The Internet is a global game changer and has revolutionized the way in which business is conducted today.
Its impact and significance have not been lost on China, a country with over 1.3 billion people.
There is now a paradigm shift in the way people are doing banking in China.
“The Internet has changed the way traditional financial institutions operate in terms of their interaction with customers,” a senior bank official is reported to have said.
“In the past, customers provided information over bank counters but now they are used to doing this over the Internet,” added the official.
Online banking transactions in China hit 382.7 trillion yuan ($63 trillion) in the second quarter of this year, a 27.8 percent jump compared with the same period last year, according to China market intelligence group Enfodesk.com.
The big players are the major banks such as Industrial and Commercial Bank of China Ltd, with a 34 percent share, and China Construction Bank Corp, with 15.3 percent; however, there is increasing competition from non-bank entrants such as Internet giants Baidu, Alibaba and Tencent, which are challenging the traditional banks with innovative online and mobile banking products.
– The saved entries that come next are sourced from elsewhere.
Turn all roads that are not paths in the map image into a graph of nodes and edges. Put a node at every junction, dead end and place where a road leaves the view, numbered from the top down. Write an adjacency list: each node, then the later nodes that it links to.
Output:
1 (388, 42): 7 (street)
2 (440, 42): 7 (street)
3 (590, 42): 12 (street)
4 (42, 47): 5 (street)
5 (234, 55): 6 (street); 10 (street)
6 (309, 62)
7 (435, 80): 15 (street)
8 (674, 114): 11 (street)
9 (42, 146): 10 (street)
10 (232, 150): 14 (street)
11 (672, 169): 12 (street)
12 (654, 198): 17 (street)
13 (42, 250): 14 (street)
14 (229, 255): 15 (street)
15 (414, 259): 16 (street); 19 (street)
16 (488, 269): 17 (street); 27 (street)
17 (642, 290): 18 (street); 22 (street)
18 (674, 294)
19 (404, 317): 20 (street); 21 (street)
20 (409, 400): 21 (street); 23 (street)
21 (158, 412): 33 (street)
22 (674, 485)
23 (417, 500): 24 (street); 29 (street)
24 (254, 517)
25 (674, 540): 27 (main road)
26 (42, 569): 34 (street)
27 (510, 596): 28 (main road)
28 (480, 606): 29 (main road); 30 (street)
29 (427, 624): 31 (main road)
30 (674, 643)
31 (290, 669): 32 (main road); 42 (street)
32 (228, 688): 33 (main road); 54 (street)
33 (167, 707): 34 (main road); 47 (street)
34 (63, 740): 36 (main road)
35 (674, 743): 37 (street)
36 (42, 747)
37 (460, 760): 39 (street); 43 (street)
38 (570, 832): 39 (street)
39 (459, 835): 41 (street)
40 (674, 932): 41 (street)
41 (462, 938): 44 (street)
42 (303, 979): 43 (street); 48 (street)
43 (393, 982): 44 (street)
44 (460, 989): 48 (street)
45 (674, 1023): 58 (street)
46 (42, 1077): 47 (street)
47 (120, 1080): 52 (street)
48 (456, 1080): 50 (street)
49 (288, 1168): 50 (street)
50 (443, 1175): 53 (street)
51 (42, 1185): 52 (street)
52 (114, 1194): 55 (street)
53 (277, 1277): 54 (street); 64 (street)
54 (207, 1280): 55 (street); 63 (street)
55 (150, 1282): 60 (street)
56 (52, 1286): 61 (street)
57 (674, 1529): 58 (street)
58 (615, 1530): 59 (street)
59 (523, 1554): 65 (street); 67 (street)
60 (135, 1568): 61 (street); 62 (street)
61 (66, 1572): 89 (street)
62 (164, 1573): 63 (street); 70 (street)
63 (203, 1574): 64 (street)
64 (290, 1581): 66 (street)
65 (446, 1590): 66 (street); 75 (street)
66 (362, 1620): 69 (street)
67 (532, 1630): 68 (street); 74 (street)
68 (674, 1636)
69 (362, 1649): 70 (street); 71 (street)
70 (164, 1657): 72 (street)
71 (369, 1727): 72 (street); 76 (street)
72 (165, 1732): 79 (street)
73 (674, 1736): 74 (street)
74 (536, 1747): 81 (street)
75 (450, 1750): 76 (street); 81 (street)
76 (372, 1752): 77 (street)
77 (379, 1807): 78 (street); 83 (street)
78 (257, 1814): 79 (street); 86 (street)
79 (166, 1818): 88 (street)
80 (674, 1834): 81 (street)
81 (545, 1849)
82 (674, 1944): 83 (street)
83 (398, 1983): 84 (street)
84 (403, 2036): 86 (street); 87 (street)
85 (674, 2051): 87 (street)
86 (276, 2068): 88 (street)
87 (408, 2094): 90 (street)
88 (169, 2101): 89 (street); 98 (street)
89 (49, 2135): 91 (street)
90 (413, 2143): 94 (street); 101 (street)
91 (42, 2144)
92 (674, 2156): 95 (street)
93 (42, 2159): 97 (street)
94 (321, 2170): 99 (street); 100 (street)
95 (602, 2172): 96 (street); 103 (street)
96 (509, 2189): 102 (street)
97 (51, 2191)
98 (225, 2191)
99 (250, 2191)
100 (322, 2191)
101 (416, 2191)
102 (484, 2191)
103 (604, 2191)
ChinaDaily.com reported Mu Huaipeng, from the People’s Bank of China, as saying that the Internet companies are a real challenge to established players, particularly Tencent, which has taken advantage of the payment tool it has developed for its instant messaging platform Wechat.
“Tencent has won clients from its huge customer base. It is harder for traditional banks to promote new products and increase their own customer base.”
It also noted that the Bank of China Ltd. was the first to pioneer Internet banking in China in 1996. This was seven years after HSBC became the first Western bank to launch Internet banking in 1989.
China Merchants Bank Co. Ltd. was the first to launch an Internet payment system in 1997, after which Internet banking and telephone banking spread rapidly throughout the country, the report also said.